## EXTRACTED ENTRIES
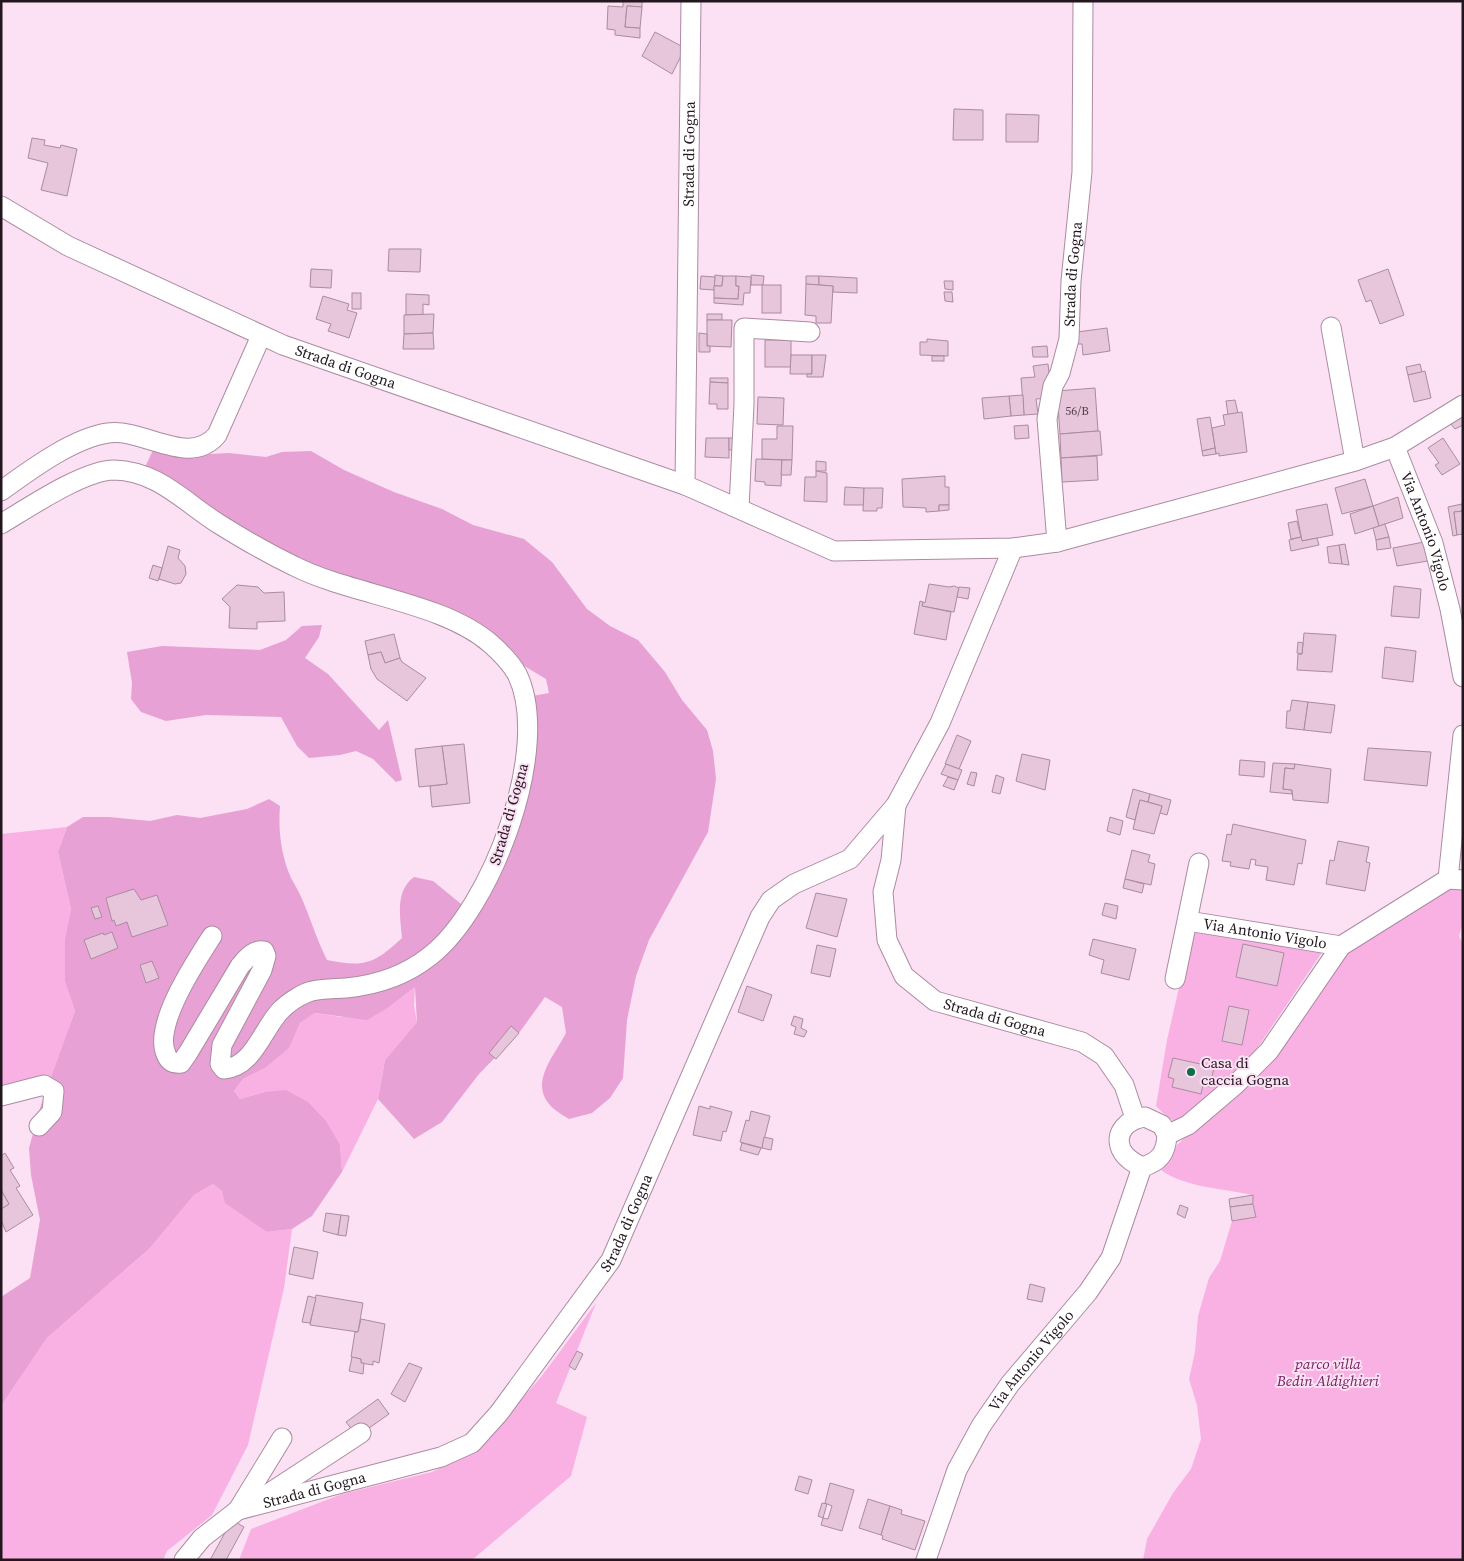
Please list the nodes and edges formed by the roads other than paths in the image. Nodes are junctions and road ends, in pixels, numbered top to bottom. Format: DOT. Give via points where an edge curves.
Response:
graph roads {
  1 [pos="691,1"];
  2 [pos="1083,1"];
  3 [pos="1,206"];
  4 [pos="1331,327"];
  5 [pos="810,332"];
  6 [pos="261,336"];
  7 [pos="1463,404"];
  8 [pos="1396,447"];
  9 [pos="1355,461"];
  10 [pos="685,485"];
  11 [pos="1,491"];
  12 [pos="739,508"];
  13 [pos="1,524"];
  14 [pos="1057,542"];
  15 [pos="1013,548"];
  16 [pos="281,570"];
  17 [pos="303,571"];
  18 [pos="1463,677"];
  19 [pos="1463,735"];
  20 [pos="896,805"];
  21 [pos="1199,863"];
  22 [pos="1455,879"];
  23 [pos="1188,920"];
  24 [pos="212,936"];
  25 [pos="1341,946"];
  26 [pos="1175,979"];
  27 [pos="1,1096"];
  28 [pos="1135,1118"];
  29 [pos="39,1126"];
  30 [pos="1167,1135"];
  31 [pos="1142,1167"];
  32 [pos="361,1432"];
  33 [pos="282,1438"];
  34 [pos="238,1510"];
  35 [pos="184,1560"];
  36 [pos="926,1560"];
  1 -- 10 [label="street, Strada di Gogna"];
  2 -- 14 [label="street, Strada di Gogna" via="1082,172 1069,339 1053,386 1047,420"];
  3 -- 6 [label="street, Strada di Gogna" via="68,246"];
  4 -- 9 [label="street"];
  5 -- 12 [label="street" via="744,328"];
  6 -- 10 [label="street, Strada di Gogna"];
  6 -- 11 [label="street" via="218,435 212,442 194,448 178,447 137,436 110,433 72,446"];
  7 -- 8 [label="street, Strada di Gogna"];
  8 -- 9 [label="street, Strada di Gogna"];
  8 -- 18 [label="street, Via Antonio Vigolo" via="1433,543"];
  9 -- 14 [label="street, Strada di Gogna"];
  10 -- 12 [label="street, Strada di Gogna"];
  12 -- 15 [label="street, Strada di Gogna" via="834,551"];
  13 -- 17 [label="street, Strada di Gogna" via="93,475 110,470 134,472 173,490 217,523"];
  14 -- 15 [label="street, Strada di Gogna"];
  15 -- 20 [label="street, Strada di Gogna" via="940,723"];
  16 -- 17 [label="street, Strada di Gogna" via="299,575"];
  17 -- 24 [label="street, Strada di Gogna" via="412,606 471,631 489,643 509,663 522,690 528,730 522,778 497,860 448,940 413,968 384,982 307,992 282,1009 244,1061 229,1069 220,1064 222,1045 262,970 266,956 264,951 259,950 240,966 180,1063 169,1061 163,1043 172,1009"];
  19 -- 22 [label="street, Via Antonio Vigolo"];
  20 -- 28 [label="street, Strada di Gogna" via="891,860 883,892 886,940 904,976 935,1001 1082,1042 1104,1056 1124,1085"];
  20 -- 34 [label="street, Strada di Gogna" via="850,859 794,884 771,900 760,917 611,1260 538,1362 472,1443 441,1457"];
  21 -- 23 [label="street, Via Antonio Vigolo"];
  22 -- 25 [label="street, Via Antonio Vigolo"];
  23 -- 25 [label="street, Via Antonio Vigolo"];
  23 -- 26 [label="street, Via Antonio Vigolo"];
  25 -- 30 [label="street, Via Antonio Vigolo" via="1269,1052 1188,1125"];
  27 -- 29 [label="street" via="44,1085 54,1091 52,1112"];
  28 -- 30 [label="street" via="1153,1120"];
  28 -- 31 [label="street" via="1126,1124 1120,1136 1121,1150"];
  30 -- 31 [label="street" via="1162,1156 1155,1163"];
  31 -- 36 [label="street, Via Antonio Vigolo" via="1111,1258 1088,1292 1010,1384 981,1426 957,1470"];
  32 -- 34 [label="street, Strada di Gogna" via="262,1498"];
  33 -- 34 [label="street, Strada di Gogna"];
  34 -- 35 [label="street, Strada di Gogna" via="202,1538"];
}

## THE PROBLEM
All lines of the listing holding the string "roads" must be returned, copied as they stand.

## ANSWER AREA
Please list the nodes and edges formed by the roads other than paths in the image. Nodes are junctions and road ends, in pixels, numbered top to bottom. Format: DOT. Give via points where an edge curves.
graph roads {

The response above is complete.